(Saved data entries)
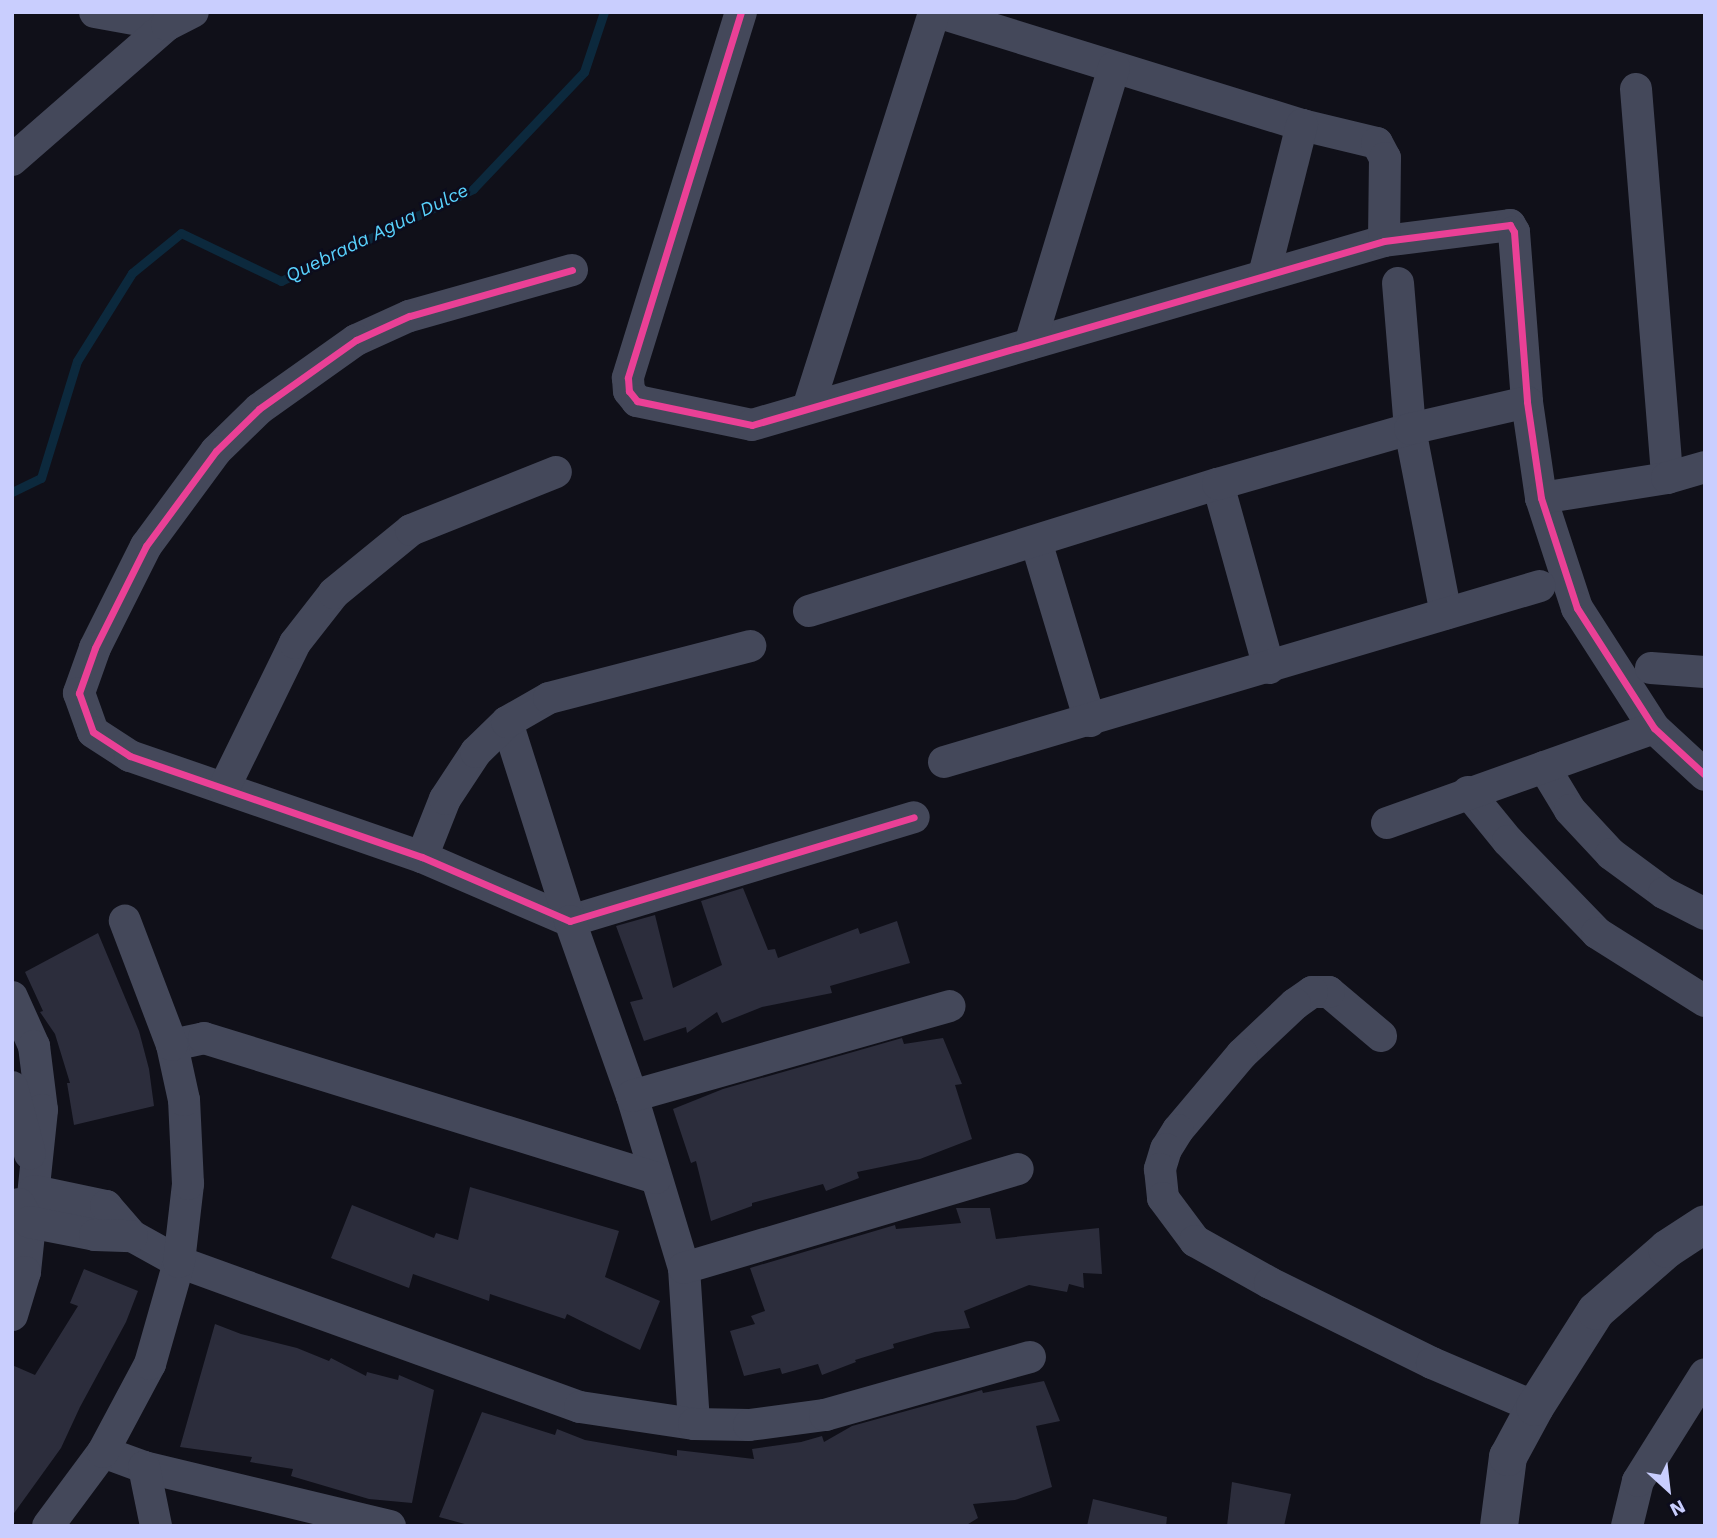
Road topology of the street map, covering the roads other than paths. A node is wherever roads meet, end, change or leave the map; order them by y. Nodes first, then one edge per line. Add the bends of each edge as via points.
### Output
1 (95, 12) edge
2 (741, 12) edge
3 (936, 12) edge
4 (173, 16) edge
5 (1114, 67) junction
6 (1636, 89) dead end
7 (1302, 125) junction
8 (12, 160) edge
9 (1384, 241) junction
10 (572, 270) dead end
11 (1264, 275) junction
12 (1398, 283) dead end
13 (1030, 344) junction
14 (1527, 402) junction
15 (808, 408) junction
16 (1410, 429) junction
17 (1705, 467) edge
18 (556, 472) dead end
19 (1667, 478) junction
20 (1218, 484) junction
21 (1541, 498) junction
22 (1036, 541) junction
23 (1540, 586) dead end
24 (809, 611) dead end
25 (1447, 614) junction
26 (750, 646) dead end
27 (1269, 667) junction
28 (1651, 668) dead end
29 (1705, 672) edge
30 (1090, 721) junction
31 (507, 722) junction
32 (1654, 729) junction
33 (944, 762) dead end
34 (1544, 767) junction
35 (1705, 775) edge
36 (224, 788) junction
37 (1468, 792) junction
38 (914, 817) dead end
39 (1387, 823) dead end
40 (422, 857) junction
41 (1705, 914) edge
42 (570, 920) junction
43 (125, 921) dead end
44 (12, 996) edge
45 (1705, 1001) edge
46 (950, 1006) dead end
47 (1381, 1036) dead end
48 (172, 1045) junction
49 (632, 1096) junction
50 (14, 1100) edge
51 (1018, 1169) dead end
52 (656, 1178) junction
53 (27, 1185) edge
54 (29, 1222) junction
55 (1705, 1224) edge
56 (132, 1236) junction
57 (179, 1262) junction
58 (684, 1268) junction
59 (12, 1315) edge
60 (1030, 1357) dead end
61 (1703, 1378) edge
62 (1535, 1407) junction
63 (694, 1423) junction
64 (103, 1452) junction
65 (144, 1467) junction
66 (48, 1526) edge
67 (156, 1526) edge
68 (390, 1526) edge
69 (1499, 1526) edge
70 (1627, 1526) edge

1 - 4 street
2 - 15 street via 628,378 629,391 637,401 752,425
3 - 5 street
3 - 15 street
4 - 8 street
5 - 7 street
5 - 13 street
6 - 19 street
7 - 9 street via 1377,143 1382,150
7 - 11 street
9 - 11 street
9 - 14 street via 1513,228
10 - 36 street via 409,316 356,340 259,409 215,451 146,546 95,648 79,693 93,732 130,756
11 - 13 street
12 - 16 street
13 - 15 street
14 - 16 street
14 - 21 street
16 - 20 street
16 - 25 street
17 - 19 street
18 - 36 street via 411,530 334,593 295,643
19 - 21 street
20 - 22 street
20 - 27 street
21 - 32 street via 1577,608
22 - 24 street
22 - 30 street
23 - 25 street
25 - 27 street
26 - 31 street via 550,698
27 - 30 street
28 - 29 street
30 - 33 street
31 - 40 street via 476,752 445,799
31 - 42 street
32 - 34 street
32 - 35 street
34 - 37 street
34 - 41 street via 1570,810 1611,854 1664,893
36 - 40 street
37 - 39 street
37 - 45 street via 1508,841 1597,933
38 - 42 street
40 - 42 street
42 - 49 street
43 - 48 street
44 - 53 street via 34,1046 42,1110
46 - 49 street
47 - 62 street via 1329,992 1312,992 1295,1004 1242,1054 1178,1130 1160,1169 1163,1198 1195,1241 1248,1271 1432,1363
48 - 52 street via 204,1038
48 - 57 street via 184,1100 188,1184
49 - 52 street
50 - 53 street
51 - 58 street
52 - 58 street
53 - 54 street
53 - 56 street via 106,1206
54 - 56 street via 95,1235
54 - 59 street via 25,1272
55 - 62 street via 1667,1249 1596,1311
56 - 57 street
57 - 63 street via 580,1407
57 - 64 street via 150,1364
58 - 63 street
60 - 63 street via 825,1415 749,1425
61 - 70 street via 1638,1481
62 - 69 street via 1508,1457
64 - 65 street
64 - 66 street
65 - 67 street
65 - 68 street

**Work to be completed**
Please retype the data exactly, but do not carry over any picture.

**Response box**
Road topology of the street map, covering the roads other than paths. A node is wherever roads meet, end, change or leave the map; order them by y. Nodes first, then one edge per line. Add the bends of each edge as via points.
### Output
1 (95, 12) edge
2 (741, 12) edge
3 (936, 12) edge
4 (173, 16) edge
5 (1114, 67) junction
6 (1636, 89) dead end
7 (1302, 125) junction
8 (12, 160) edge
9 (1384, 241) junction
10 (572, 270) dead end
11 (1264, 275) junction
12 (1398, 283) dead end
13 (1030, 344) junction
14 (1527, 402) junction
15 (808, 408) junction
16 (1410, 429) junction
17 (1705, 467) edge
18 (556, 472) dead end
19 (1667, 478) junction
20 (1218, 484) junction
21 (1541, 498) junction
22 (1036, 541) junction
23 (1540, 586) dead end
24 (809, 611) dead end
25 (1447, 614) junction
26 (750, 646) dead end
27 (1269, 667) junction
28 (1651, 668) dead end
29 (1705, 672) edge
30 (1090, 721) junction
31 (507, 722) junction
32 (1654, 729) junction
33 (944, 762) dead end
34 (1544, 767) junction
35 (1705, 775) edge
36 (224, 788) junction
37 (1468, 792) junction
38 (914, 817) dead end
39 (1387, 823) dead end
40 (422, 857) junction
41 (1705, 914) edge
42 (570, 920) junction
43 (125, 921) dead end
44 (12, 996) edge
45 (1705, 1001) edge
46 (950, 1006) dead end
47 (1381, 1036) dead end
48 (172, 1045) junction
49 (632, 1096) junction
50 (14, 1100) edge
51 (1018, 1169) dead end
52 (656, 1178) junction
53 (27, 1185) edge
54 (29, 1222) junction
55 (1705, 1224) edge
56 (132, 1236) junction
57 (179, 1262) junction
58 (684, 1268) junction
59 (12, 1315) edge
60 (1030, 1357) dead end
61 (1703, 1378) edge
62 (1535, 1407) junction
63 (694, 1423) junction
64 (103, 1452) junction
65 (144, 1467) junction
66 (48, 1526) edge
67 (156, 1526) edge
68 (390, 1526) edge
69 (1499, 1526) edge
70 (1627, 1526) edge

1 - 4 street
2 - 15 street via 628,378 629,391 637,401 752,425
3 - 5 street
3 - 15 street
4 - 8 street
5 - 7 street
5 - 13 street
6 - 19 street
7 - 9 street via 1377,143 1382,150
7 - 11 street
9 - 11 street
9 - 14 street via 1513,228
10 - 36 street via 409,316 356,340 259,409 215,451 146,546 95,648 79,693 93,732 130,756
11 - 13 street
12 - 16 street
13 - 15 street
14 - 16 street
14 - 21 street
16 - 20 street
16 - 25 street
17 - 19 street
18 - 36 street via 411,530 334,593 295,643
19 - 21 street
20 - 22 street
20 - 27 street
21 - 32 street via 1577,608
22 - 24 street
22 - 30 street
23 - 25 street
25 - 27 street
26 - 31 street via 550,698
27 - 30 street
28 - 29 street
30 - 33 street
31 - 40 street via 476,752 445,799
31 - 42 street
32 - 34 street
32 - 35 street
34 - 37 street
34 - 41 street via 1570,810 1611,854 1664,893
36 - 40 street
37 - 39 street
37 - 45 street via 1508,841 1597,933
38 - 42 street
40 - 42 street
42 - 49 street
43 - 48 street
44 - 53 street via 34,1046 42,1110
46 - 49 street
47 - 62 street via 1329,992 1312,992 1295,1004 1242,1054 1178,1130 1160,1169 1163,1198 1195,1241 1248,1271 1432,1363
48 - 52 street via 204,1038
48 - 57 street via 184,1100 188,1184
49 - 52 street
50 - 53 street
51 - 58 street
52 - 58 street
53 - 54 street
53 - 56 street via 106,1206
54 - 56 street via 95,1235
54 - 59 street via 25,1272
55 - 62 street via 1667,1249 1596,1311
56 - 57 street
57 - 63 street via 580,1407
57 - 64 street via 150,1364
58 - 63 street
60 - 63 street via 825,1415 749,1425
61 - 70 street via 1638,1481
62 - 69 street via 1508,1457
64 - 65 street
64 - 66 street
65 - 67 street
65 - 68 street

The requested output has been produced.